### What the task asks
Could you reproduce all the entries under this sentence exactly, leaving the images aside?

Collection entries
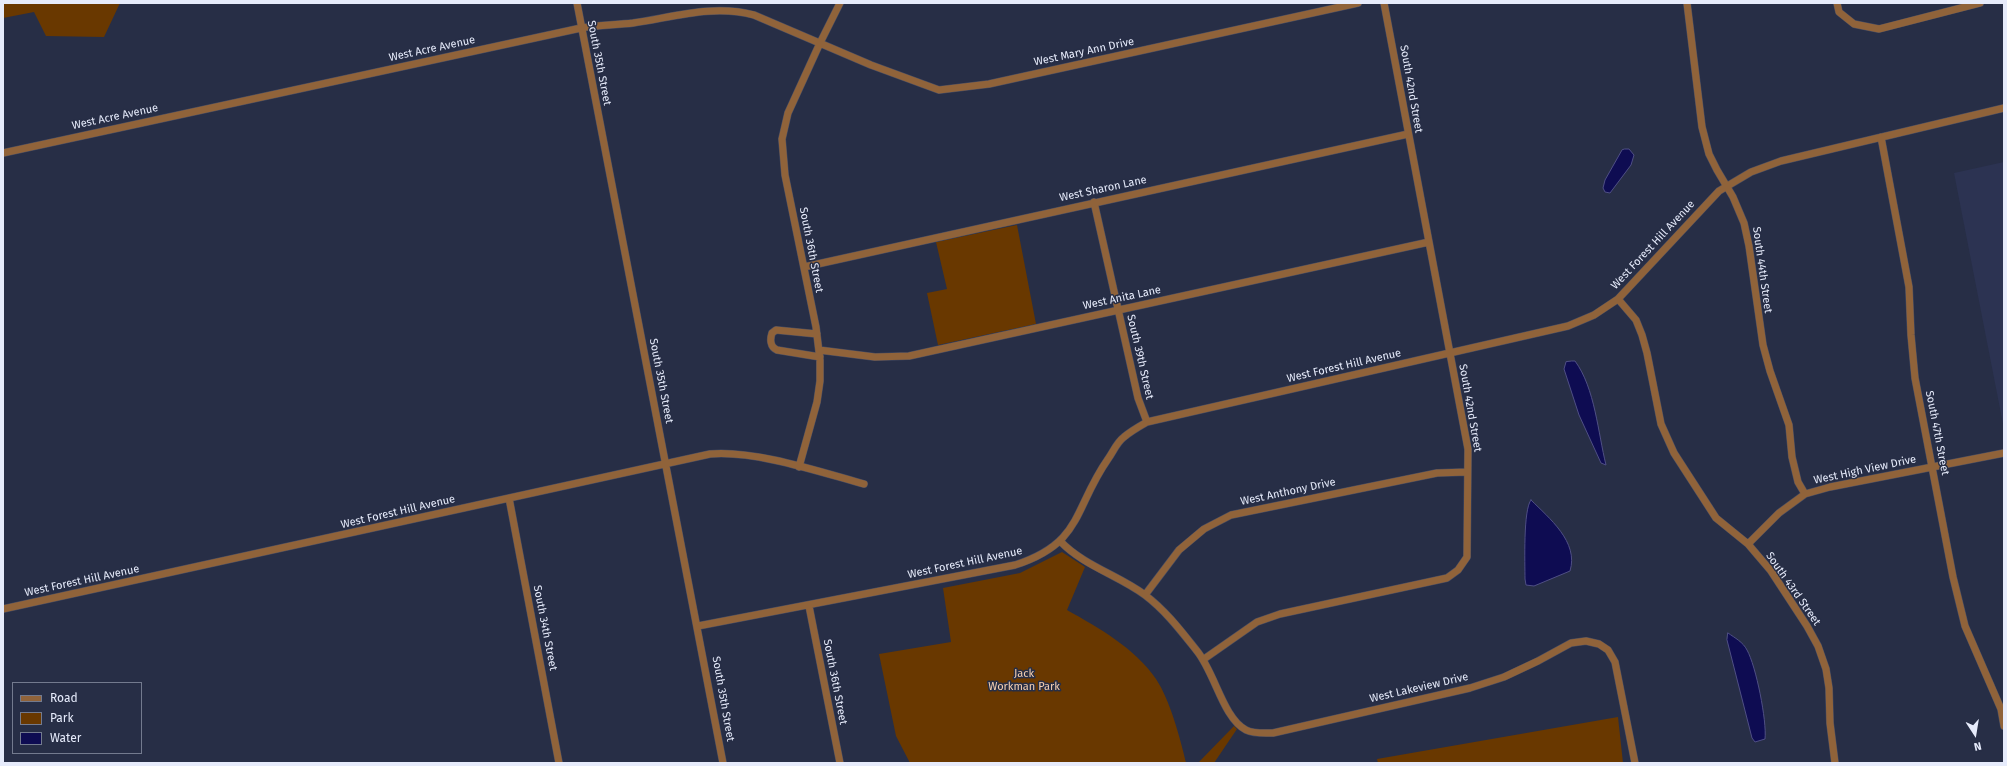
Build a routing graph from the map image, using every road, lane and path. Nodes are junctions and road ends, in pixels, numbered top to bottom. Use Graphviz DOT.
graph roads {
  1 [pos="577,3"];
  2 [pos="840,3"];
  3 [pos="1358,3"];
  4 [pos="1384,3"];
  5 [pos="1687,3"];
  6 [pos="1837,3"];
  7 [pos="1980,3"];
  8 [pos="728,6"];
  9 [pos="581,28"];
  10 [pos="820,43"];
  11 [pos="2004,108"];
  12 [pos="1408,134"];
  13 [pos="1881,137"];
  14 [pos="3,153"];
  15 [pos="1726,187"];
  16 [pos="1094,202"];
  17 [pos="1429,242"];
  18 [pos="804,267"];
  19 [pos="1618,299"];
  20 [pos="1118,310"];
  21 [pos="817,334"];
  22 [pos="820,353"];
  23 [pos="1449,353"];
  24 [pos="1147,422"];
  25 [pos="2004,453"];
  26 [pos="665,463"];
  27 [pos="799,467"];
  28 [pos="1932,467"];
  29 [pos="1467,472"];
  30 [pos="864,484"];
  31 [pos="1805,494"];
  32 [pos="509,498"];
  33 [pos="1060,541"];
  34 [pos="1748,544"];
  35 [pos="1145,595"];
  36 [pos="809,606"];
  37 [pos="3,609"];
  38 [pos="698,626"];
  39 [pos="1204,658"];
  40 [pos="2004,726"];
  41 [pos="559,763"];
  42 [pos="723,763"];
  43 [pos="840,763"];
  44 [pos="1635,763"];
  45 [pos="1836,763"];
  1 -- 9 [label="street, South 35th Street"];
  2 -- 10 [label="street"];
  3 -- 10 [label="street, West Mary Ann Drive"];
  4 -- 12 [label="street, South 42nd Street"];
  5 -- 15 [label="street, South 44th Street"];
  6 -- 7 [label="street"];
  8 -- 9 [label="street, West Acre Avenue"];
  8 -- 10 [label="street, West Acre Avenue"];
  9 -- 14 [label="street, West Acre Avenue"];
  9 -- 26 [label="street, South 35th Street"];
  10 -- 18 [label="street, South 36th Street"];
  11 -- 13 [label="street, West Forest Hill Avenue"];
  12 -- 16 [label="street, West Sharon Lane"];
  12 -- 17 [label="street, South 42nd Street"];
  13 -- 15 [label="street, West Forest Hill Avenue"];
  13 -- 28 [label="street, South 47th Street"];
  15 -- 19 [label="street, West Forest Hill Avenue"];
  15 -- 31 [label="street, South 44th Street"];
  16 -- 18 [label="street, West Sharon Lane"];
  16 -- 20 [label="street, South 39th Street"];
  17 -- 20 [label="street, West Anita Lane"];
  17 -- 23 [label="street, South 42nd Street"];
  18 -- 21 [label="street, South 36th Street"];
  19 -- 23 [label="street, West Forest Hill Avenue"];
  19 -- 34 [label="street, South 43rd Street"];
  20 -- 22 [label="street, West Anita Lane"];
  20 -- 24 [label="street, South 39th Street"];
  21 -- 22 [label="street, South 36th Street"];
  21 -- 22 [label="street, West Anita Lane"];
  22 -- 27 [label="street, South 36th Street"];
  23 -- 24 [label="street, West Forest Hill Avenue"];
  23 -- 29 [label="street, South 42nd Street"];
  24 -- 33 [label="street, West Forest Hill Avenue"];
  25 -- 28 [label="street, West High View Drive"];
  26 -- 27 [label="street, West Forest Hill Avenue"];
  26 -- 32 [label="street, West Forest Hill Avenue"];
  26 -- 38 [label="street, South 35th Street"];
  27 -- 30 [label="street, West Forest Hill Avenue"];
  28 -- 31 [label="street, West High View Drive"];
  28 -- 40 [label="street, South 47th Street"];
  29 -- 35 [label="street, West Anthony Drive"];
  29 -- 39 [label="street, South 42nd Street"];
  31 -- 34 [label="street, West High View Drive"];
  32 -- 37 [label="street, West Forest Hill Avenue"];
  32 -- 41 [label="street, South 34th Street"];
  33 -- 35 [label="street"];
  33 -- 36 [label="street, West Forest Hill Avenue"];
  34 -- 45 [label="street, South 43rd Street"];
  35 -- 39 [label="street"];
  36 -- 38 [label="street, West Forest Hill Avenue"];
  36 -- 43 [label="street, South 36th Street"];
  38 -- 42 [label="street, South 35th Street"];
  39 -- 44 [label="street, West Lakeview Drive"];
}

### Your response
Build a routing graph from the map image, using every road, lane and path. Nodes are junctions and road ends, in pixels, numbered top to bottom. Use Graphviz DOT.
graph roads {
  1 [pos="577,3"];
  2 [pos="840,3"];
  3 [pos="1358,3"];
  4 [pos="1384,3"];
  5 [pos="1687,3"];
  6 [pos="1837,3"];
  7 [pos="1980,3"];
  8 [pos="728,6"];
  9 [pos="581,28"];
  10 [pos="820,43"];
  11 [pos="2004,108"];
  12 [pos="1408,134"];
  13 [pos="1881,137"];
  14 [pos="3,153"];
  15 [pos="1726,187"];
  16 [pos="1094,202"];
  17 [pos="1429,242"];
  18 [pos="804,267"];
  19 [pos="1618,299"];
  20 [pos="1118,310"];
  21 [pos="817,334"];
  22 [pos="820,353"];
  23 [pos="1449,353"];
  24 [pos="1147,422"];
  25 [pos="2004,453"];
  26 [pos="665,463"];
  27 [pos="799,467"];
  28 [pos="1932,467"];
  29 [pos="1467,472"];
  30 [pos="864,484"];
  31 [pos="1805,494"];
  32 [pos="509,498"];
  33 [pos="1060,541"];
  34 [pos="1748,544"];
  35 [pos="1145,595"];
  36 [pos="809,606"];
  37 [pos="3,609"];
  38 [pos="698,626"];
  39 [pos="1204,658"];
  40 [pos="2004,726"];
  41 [pos="559,763"];
  42 [pos="723,763"];
  43 [pos="840,763"];
  44 [pos="1635,763"];
  45 [pos="1836,763"];
  1 -- 9 [label="street, South 35th Street"];
  2 -- 10 [label="street"];
  3 -- 10 [label="street, West Mary Ann Drive"];
  4 -- 12 [label="street, South 42nd Street"];
  5 -- 15 [label="street, South 44th Street"];
  6 -- 7 [label="street"];
  8 -- 9 [label="street, West Acre Avenue"];
  8 -- 10 [label="street, West Acre Avenue"];
  9 -- 14 [label="street, West Acre Avenue"];
  9 -- 26 [label="street, South 35th Street"];
  10 -- 18 [label="street, South 36th Street"];
  11 -- 13 [label="street, West Forest Hill Avenue"];
  12 -- 16 [label="street, West Sharon Lane"];
  12 -- 17 [label="street, South 42nd Street"];
  13 -- 15 [label="street, West Forest Hill Avenue"];
  13 -- 28 [label="street, South 47th Street"];
  15 -- 19 [label="street, West Forest Hill Avenue"];
  15 -- 31 [label="street, South 44th Street"];
  16 -- 18 [label="street, West Sharon Lane"];
  16 -- 20 [label="street, South 39th Street"];
  17 -- 20 [label="street, West Anita Lane"];
  17 -- 23 [label="street, South 42nd Street"];
  18 -- 21 [label="street, South 36th Street"];
  19 -- 23 [label="street, West Forest Hill Avenue"];
  19 -- 34 [label="street, South 43rd Street"];
  20 -- 22 [label="street, West Anita Lane"];
  20 -- 24 [label="street, South 39th Street"];
  21 -- 22 [label="street, South 36th Street"];
  21 -- 22 [label="street, West Anita Lane"];
  22 -- 27 [label="street, South 36th Street"];
  23 -- 24 [label="street, West Forest Hill Avenue"];
  23 -- 29 [label="street, South 42nd Street"];
  24 -- 33 [label="street, West Forest Hill Avenue"];
  25 -- 28 [label="street, West High View Drive"];
  26 -- 27 [label="street, West Forest Hill Avenue"];
  26 -- 32 [label="street, West Forest Hill Avenue"];
  26 -- 38 [label="street, South 35th Street"];
  27 -- 30 [label="street, West Forest Hill Avenue"];
  28 -- 31 [label="street, West High View Drive"];
  28 -- 40 [label="street, South 47th Street"];
  29 -- 35 [label="street, West Anthony Drive"];
  29 -- 39 [label="street, South 42nd Street"];
  31 -- 34 [label="street, West High View Drive"];
  32 -- 37 [label="street, West Forest Hill Avenue"];
  32 -- 41 [label="street, South 34th Street"];
  33 -- 35 [label="street"];
  33 -- 36 [label="street, West Forest Hill Avenue"];
  34 -- 45 [label="street, South 43rd Street"];
  35 -- 39 [label="street"];
  36 -- 38 [label="street, West Forest Hill Avenue"];
  36 -- 43 [label="street, South 36th Street"];
  38 -- 42 [label="street, South 35th Street"];
  39 -- 44 [label="street, West Lakeview Drive"];
}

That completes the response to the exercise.